§ **TASK ITEM**
Using the data below, determine the number of lines that include the string "Lírios". Write only that number.

(Recorded data)
* * *

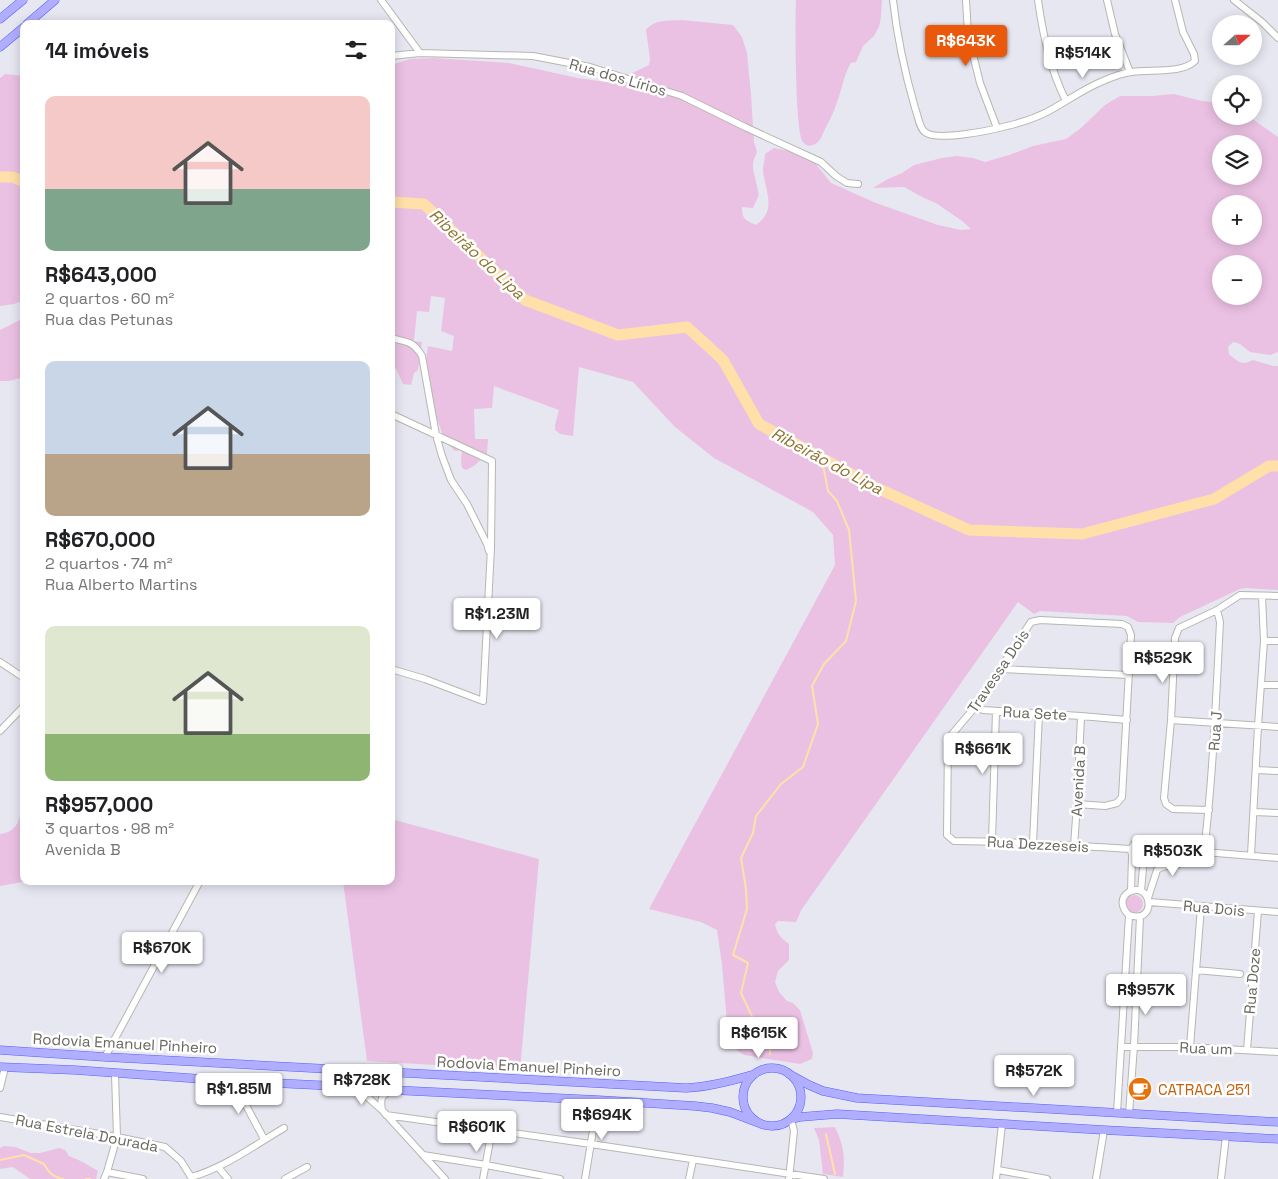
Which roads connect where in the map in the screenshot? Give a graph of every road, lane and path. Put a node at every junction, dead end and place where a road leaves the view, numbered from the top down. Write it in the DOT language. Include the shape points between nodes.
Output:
graph roads {
  1 [pos="55,0"];
  2 [pos="381,0"];
  3 [pos="893,0"];
  4 [pos="966,0"];
  5 [pos="1038,0"];
  6 [pos="1107,0"];
  7 [pos="1175,0"];
  8 [pos="1234,0"];
  9 [pos="19,1"];
  10 [pos="0,19"];
  11 [pos="32,20"];
  12 [pos="20,30"];
  13 [pos="1278,38"];
  14 [pos="0,47"];
  15 [pos="420,53"];
  16 [pos="395,56"];
  17 [pos="1130,72"];
  18 [pos="1066,101"];
  19 [pos="997,128"];
  20 [pos="858,184"];
  21 [pos="395,339"];
  22 [pos="395,416"];
  23 [pos="436,435"];
  24 [pos="491,555"];
  25 [pos="1262,596"];
  26 [pos="1278,596"];
  27 [pos="1217,610"];
  28 [pos="1264,641"];
  29 [pos="1278,641"];
  30 [pos="0,662"];
  31 [pos="395,670"];
  32 [pos="1000,670"];
  33 [pos="20,675"];
  34 [pos="1128,675"];
  35 [pos="1261,685"];
  36 [pos="1278,685"];
  37 [pos="975,707"];
  38 [pos="20,710"];
  39 [pos="996,711"];
  40 [pos="1039,714"];
  41 [pos="1081,716"];
  42 [pos="1127,720"];
  43 [pos="1172,720"];
  44 [pos="1216,722"];
  45 [pos="1258,726"];
  46 [pos="1278,727"];
  47 [pos="0,731"];
  48 [pos="1256,770"];
  49 [pos="1278,771"];
  50 [pos="1077,804"];
  51 [pos="1209,810"];
  52 [pos="1254,812"];
  53 [pos="1278,813"];
  54 [pos="947,835"];
  55 [pos="992,841"];
  56 [pos="1034,843"];
  57 [pos="1074,846"];
  58 [pos="1131,852"];
  59 [pos="1188,852"];
  60 [pos="1204,852"];
  61 [pos="1146,855"];
  62 [pos="1252,856"];
  63 [pos="1278,858"];
  64 [pos="198,885"];
  65 [pos="1131,891"];
  66 [pos="1141,892"];
  67 [pos="1148,900"];
  68 [pos="1201,907"];
  69 [pos="1258,911"];
  70 [pos="1278,912"];
  71 [pos="1129,916"];
  72 [pos="1140,916"];
  73 [pos="1196,970"];
  74 [pos="1240,974"];
  75 [pos="1134,1046"];
  76 [pos="1121,1047"];
  77 [pos="1190,1047"];
  78 [pos="0,1050"];
  79 [pos="1247,1050"];
  80 [pos="1278,1052"];
  81 [pos="106,1057"];
  82 [pos="2,1067"];
  83 [pos="115,1074"];
  84 [pos="755,1074"];
  85 [pos="789,1074"];
  86 [pos="237,1082"];
  87 [pos="356,1087"];
  88 [pos="0,1088"];
  89 [pos="392,1090"];
  90 [pos="598,1100"];
  91 [pos="384,1113"];
  92 [pos="1117,1113"];
  93 [pos="1129,1114"];
  94 [pos="0,1117"];
  95 [pos="791,1119"];
  96 [pos="1278,1122"];
  97 [pos="759,1123"];
  98 [pos="1002,1124"];
  99 [pos="284,1128"];
  100 [pos="492,1130"];
  101 [pos="1104,1130"];
  102 [pos="1226,1136"];
  103 [pos="117,1137"];
  104 [pos="264,1139"];
  105 [pos="1278,1139"];
  106 [pos="591,1144"];
  107 [pos="423,1155"];
  108 [pos="692,1160"];
  109 [pos="486,1165"];
  110 [pos="218,1167"];
  111 [pos="307,1167"];
  112 [pos="998,1170"];
  113 [pos="107,1172"];
  114 [pos="789,1176"];
  115 [pos="190,1178"];
  116 [pos="104,1179"];
  117 [pos="143,1179"];
  118 [pos="228,1179"];
  119 [pos="286,1179"];
  120 [pos="445,1179"];
  121 [pos="483,1179"];
  122 [pos="560,1179"];
  123 [pos="585,1179"];
  124 [pos="689,1179"];
  125 [pos="824,1179"];
  126 [pos="996,1179"];
  127 [pos="1047,1179"];
  128 [pos="1096,1179"];
  129 [pos="1221,1179"];
  1 -- 11 [label="main road"];
  2 -- 15 [label="street"];
  3 -- 19 [label="street" via="903,61 924,132 930,136 956,136"];
  4 -- 19 [label="street" via="968,34 980,83"];
  5 -- 18 [label="street" via="1046,45"];
  6 -- 17 [label="street" via="1115,34"];
  7 -- 17 [label="street" via="1195,61 1181,69"];
  8 -- 13 [label="street"];
  9 -- 10 [label="main road"];
  12 -- 14 [label="main road"];
  15 -- 16 [label="street, Rua dos Lírios"];
  15 -- 20 [label="street, Rua dos Lírios" via="533,56 597,69 682,96 820,162 847,183"];
  17 -- 18 [label="street" via="1103,81"];
  18 -- 19 [label="street" via="1045,113"];
  21 -- 23 [label="street" via="411,342 422,356"];
  22 -- 23 [label="street"];
  23 -- 24 [label="street" via="451,480"];
  23 -- 24 [label="street" via="492,461"];
  24 -- 31 [label="street" via="483,701"];
  25 -- 26 [label="street"];
  25 -- 27 [label="street" via="1240,595"];
  25 -- 28 [label="street"];
  27 -- 43 [label="street" via="1179,628 1175,638"];
  27 -- 44 [label="street, Rua J" via="1220,622"];
  28 -- 29 [label="street"];
  28 -- 35 [label="street"];
  30 -- 33 [label="street"];
  32 -- 34 [label="street"];
  32 -- 34 [label="street, Travessa Dois" via="1031,622 1040,620 1122,624 1128,627 1131,636"];
  32 -- 37 [label="street, Travessa Dois"];
  34 -- 42 [label="street"];
  35 -- 36 [label="street"];
  35 -- 45 [label="street"];
  37 -- 39 [label="street, Rua Sete"];
  37 -- 54 [label="street, Travessa Dois" via="948,739"];
  38 -- 47 [label="street"];
  39 -- 40 [label="street, Rua Sete"];
  39 -- 55 [label="street"];
  40 -- 41 [label="street, Rua Sete"];
  40 -- 56 [label="street"];
  41 -- 42 [label="street, Rua Sete"];
  41 -- 50 [label="street, Avenida B"];
  42 -- 50 [label="street" via="1122,797 1117,803 1105,806"];
  43 -- 44 [label="street"];
  43 -- 51 [label="street" via="1166,804 1173,809"];
  44 -- 45 [label="street"];
  44 -- 51 [label="street, Rua J"];
  45 -- 46 [label="street"];
  45 -- 48 [label="street"];
  48 -- 49 [label="street"];
  48 -- 52 [label="street"];
  50 -- 57 [label="street, Avenida B"];
  51 -- 60 [label="street, Rua J"];
  52 -- 53 [label="street"];
  52 -- 62 [label="street"];
  54 -- 55 [label="street, Rua Dezzeseis" via="954,841"];
  55 -- 56 [label="street, Rua Dezzeseis"];
  56 -- 57 [label="street, Rua Dezzeseis"];
  57 -- 58 [label="street, Rua Dezzeseis"];
  58 -- 61 [label="street" via="1140,859"];
  58 -- 61 [label="street" via="1135,843 1142,842 1147,848"];
  58 -- 65 [label="street"];
  59 -- 60 [label="street"];
  59 -- 61 [label="street"];
  59 -- 67 [label="street" via="1180,864 1157,870"];
  60 -- 62 [label="street"];
  61 -- 66 [label="street"];
  62 -- 63 [label="street"];
  64 -- 81 [label="street"];
  65 -- 66 [label="street"];
  65 -- 71 [label="street" via="1122,906"];
  66 -- 67 [label="street"];
  67 -- 68 [label="street, Rua Dois"];
  67 -- 72 [label="street" via="1147,911"];
  68 -- 69 [label="street, Rua Dois"];
  68 -- 73 [label="street"];
  69 -- 70 [label="street, Rua Dois"];
  69 -- 79 [label="street, Rua Doze"];
  71 -- 72 [label="street"];
  71 -- 76 [label="street"];
  72 -- 75 [label="street"];
  73 -- 74 [label="street"];
  73 -- 77 [label="street"];
  75 -- 76 [label="street, Rua um"];
  75 -- 77 [label="street, Rua um"];
  75 -- 93 [label="street"];
  76 -- 92 [label="street"];
  77 -- 79 [label="street, Rua um"];
  78 -- 81 [label="main road, Rodovia Emanuel Pinheiro"];
  79 -- 80 [label="street, Rua um"];
  81 -- 84 [label="main road, Rodovia Emanuel Pinheiro" via="686,1088 704,1088"];
  82 -- 83 [label="main road, Rodovia Emanuel Pinheiro"];
  82 -- 88 [label="street"];
  83 -- 86 [label="main road, Rodovia Emanuel Pinheiro"];
  83 -- 103 [label="street"];
  84 -- 85 [label="main road" via="772,1068"];
  84 -- 97 [label="main road" via="743,1090 743,1101 748,1114"];
  85 -- 92 [label="main road" via="823,1091 858,1098"];
  85 -- 95 [label="main road" via="798,1085 800,1098 798,1110"];
  86 -- 87 [label="main road, Rodovia Emanuel Pinheiro"];
  86 -- 104 [label="street"];
  87 -- 89 [label="main road, Rodovia Emanuel Pinheiro"];
  87 -- 91 [label="street"];
  89 -- 90 [label="main road, Rodovia Emanuel Pinheiro"];
  89 -- 91 [label="street" via="381,1098"];
  90 -- 97 [label="main road, Rodovia Emanuel Pinheiro" via="712,1108"];
  90 -- 106 [label="street"];
  91 -- 100 [label="street"];
  91 -- 107 [label="street"];
  92 -- 93 [label="main road"];
  93 -- 96 [label="main road"];
  94 -- 103 [label="street, Rua Estrela Dourada"];
  95 -- 97 [label="main road" via="781,1125"];
  95 -- 98 [label="main road" via="837,1114"];
  95 -- 114 [label="street" via="794,1131"];
  98 -- 101 [label="main road"];
  98 -- 112 [label="street"];
  99 -- 104 [label="street"];
  100 -- 106 [label="street"];
  100 -- 109 [label="street"];
  101 -- 102 [label="main road"];
  101 -- 128 [label="street"];
  102 -- 105 [label="main road"];
  102 -- 129 [label="street"];
  103 -- 113 [label="street"];
  103 -- 115 [label="street, Rua Estrela Dourada" via="165,1147 181,1162"];
  104 -- 110 [label="street"];
  106 -- 108 [label="street"];
  106 -- 123 [label="street"];
  107 -- 109 [label="street"];
  107 -- 120 [label="street"];
  108 -- 114 [label="street"];
  108 -- 124 [label="street"];
  109 -- 121 [label="street"];
  109 -- 122 [label="street"];
  110 -- 115 [label="street"];
  110 -- 118 [label="street"];
  111 -- 119 [label="street"];
  112 -- 126 [label="street"];
  112 -- 127 [label="street"];
  113 -- 116 [label="street"];
  113 -- 117 [label="street"];
  114 -- 125 [label="street"];
}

* * *

§ **RESPONSE BOX**
2